While the gay movement has no such central figure, it has a lot more opposition, including heavyweight institutions like the Catholic church. The gays’ ugly shrillness has a panicked, desperate quality, a lot like that of “homeless advocates.” It would not be surprising if “something happens,” and the whole gay movement collapses under its own wickedness.

    CalMark in reply to CalMark. | August 9, 2012 at 6:33 pm

    By “something happens,” I mean some event that seems innocuous for the movement in the long run, but which winds up bringing it down.

9thDistrictNeighbor | August 9, 2012 at 6:38 pm

Cue Tom Lehrer “National Brotherhood Week”….

I would have preferred that the Padre had stayed out of it.

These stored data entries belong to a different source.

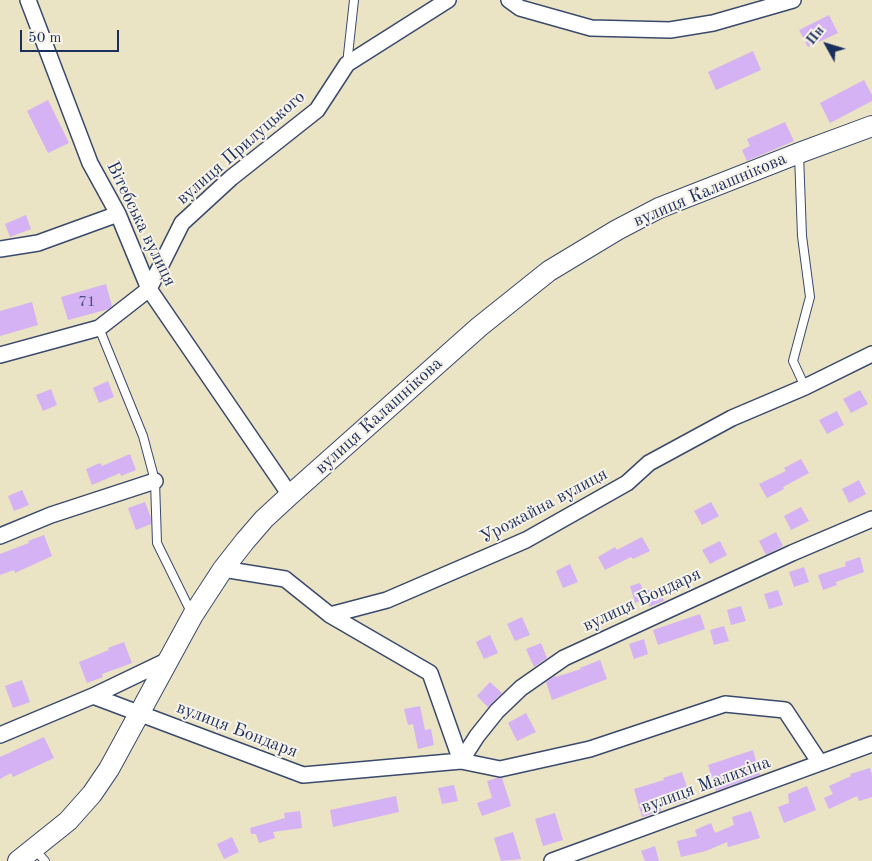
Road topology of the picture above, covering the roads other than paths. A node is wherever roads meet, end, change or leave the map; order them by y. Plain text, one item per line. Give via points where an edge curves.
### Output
1 (28, 0) edge
2 (354, 0) edge
3 (448, 0) edge
4 (509, 0) edge
5 (793, 0) edge
6 (347, 64) junction
7 (872, 126) edge
8 (799, 153) junction
9 (118, 214) junction
10 (0, 249) edge
11 (149, 289) junction
12 (99, 328) junction
13 (872, 354) edge
14 (0, 355) edge
15 (804, 387) junction
16 (155, 481) junction
17 (290, 495) junction
18 (872, 519) edge
19 (0, 536) edge
20 (223, 569) junction
21 (193, 615) junction
22 (330, 615) junction
23 (168, 660) junction
24 (93, 696) junction
25 (139, 713) junction
26 (0, 735) edge
27 (872, 744) edge
28 (461, 761) junction
29 (820, 763) junction
30 (40, 855) edge
31 (18, 861) edge
32 (552, 861) edge

1 - 9 street, Вітебська вулиця via 90,164
2 - 6 lane
3 - 6 street, вулиця Прилуцького
4 - 5 street via 520,8 591,28 670,30 713,24
6 - 11 street, вулиця Прилуцького via 317,110 231,178 182,224
7 - 8 street, вулиця Калашнікова
8 - 15 lane via 802,236 810,297 793,361
8 - 17 street, вулиця Калашнікова via 659,208 548,271 479,327
9 - 10 street via 38,243
9 - 11 street, Вітебська вулиця
11 - 12 street
11 - 17 street, Вітебська вулиця
12 - 14 street
12 - 16 lane via 143,436
13 - 15 street, Урожайна вулиця
15 - 22 street, Урожайна вулиця via 732,418 649,463 627,483 526,540 386,600
16 - 19 street via 51,515
16 - 21 lane via 157,543
17 - 20 street, вулиця Калашнікова via 251,533
18 - 28 street, вулиця Бондаря via 564,658 521,688 497,711
20 - 21 street, вулиця Калашнікова
20 - 22 street via 285,579
21 - 23 street, вулиця Калашнікова
22 - 28 street via 430,673
23 - 24 street
23 - 25 street, вулиця Калашнікова
24 - 25 street, вулиця Бондаря
24 - 26 street
25 - 28 street, вулиця Бондаря via 303,775
25 - 30 street, вулиця Калашнікова via 92,794
27 - 29 street, вулиця Малихіна
28 - 29 street, вулиця Бондаря via 500,769 590,749 725,704 785,710
29 - 32 street, вулиця Малихіна
30 - 31 street, вулиця Калашнікова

The “demonstration” held by the Chick-fil-A buycott was FAR more effective, and reflected far better on conservatives. You don’t wrestle in the mud with pigs…

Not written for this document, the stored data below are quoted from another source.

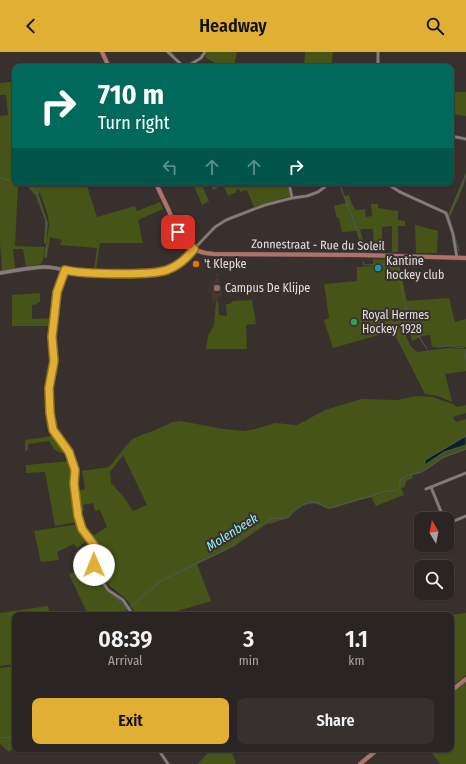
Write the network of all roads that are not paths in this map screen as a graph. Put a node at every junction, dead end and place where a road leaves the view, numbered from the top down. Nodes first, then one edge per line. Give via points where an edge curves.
1 (102, 52) edge
2 (168, 52) edge
3 (205, 52) edge
4 (378, 52) edge
5 (108, 64) edge
6 (182, 64) edge
7 (190, 64) edge
8 (378, 64) edge
9 (454, 137) edge
10 (466, 139) edge
11 (157, 186) edge
12 (290, 186) edge
13 (325, 186) edge
14 (391, 186) edge
15 (292, 198) junction
16 (194, 249) junction
17 (457, 258) junction
18 (466, 258) edge
19 (65, 270) junction
20 (0, 273) edge
21 (466, 473) edge
22 (431, 487) junction
23 (426, 488) dead end
24 (441, 512) edge
25 (466, 516) edge
26 (454, 521) edge
27 (131, 612) edge
28 (466, 679) edge
29 (454, 689) edge
30 (160, 752) edge
31 (374, 752) edge
32 (168, 764) edge
33 (360, 764) edge

1 - 5 main road
2 - 6 street
3 - 7 street via 201,58
4 - 8 street
9 - 10 street
11 - 16 main road via 180,237
12 - 15 street
13 - 15 street via 306,197
14 - 17 street via 446,213
15 - 16 street via 258,207 226,220 215,227
16 - 17 main road, Zonnestraat - Rue du Soleil via 211,254
16 - 19 street via 187,258 174,266 155,272
17 - 18 main road, Zonnestraat - Rue du Soleil
19 - 20 street via 39,267
19 - 27 street via 57,292 51,340 54,361 49,393 52,427 54,434 70,455 75,470 78,516 82,529 94,545 96,572 108,590 122,599
21 - 22 street
22 - 23 street
22 - 24 street
25 - 26 street
28 - 29 main road
30 - 32 street
31 - 33 main road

These activists have held their protests in churches. The venue did not determine their reaction, nor did it uniquely leave the priest vulnerable to a response.

Anyway, first amendment rights are, apparently, selective. Christians, Jews, and others who explicitly or implicitly recognize the merits and requirements of evolutionary fitness should be quiet and refrain from harshing the couplets’ mellow.

That said, I wonder how many of the activists were heterosexuals, who have elected to ally themselves with homosexual interests because they have a vested interest to protect their own dysfunctional behaviors.

Perhaps if he had walked through the protestors carrying a gavel and a sh*t-eating gring?

You could just feel the “tolerance” oozing out of the crowd. Who was that nasty “woman” who kept shouting “hateful bigot” over and over again? Was she advertising her position?

Was it unnecessarily provocative for the Father to walk into the protest line? He could have prayed off to the side, although who knows, that may have led to a similar reaction.

Yeah, he could have sat quietly on the sidewalk reading his Bible. No one would have bothered him then.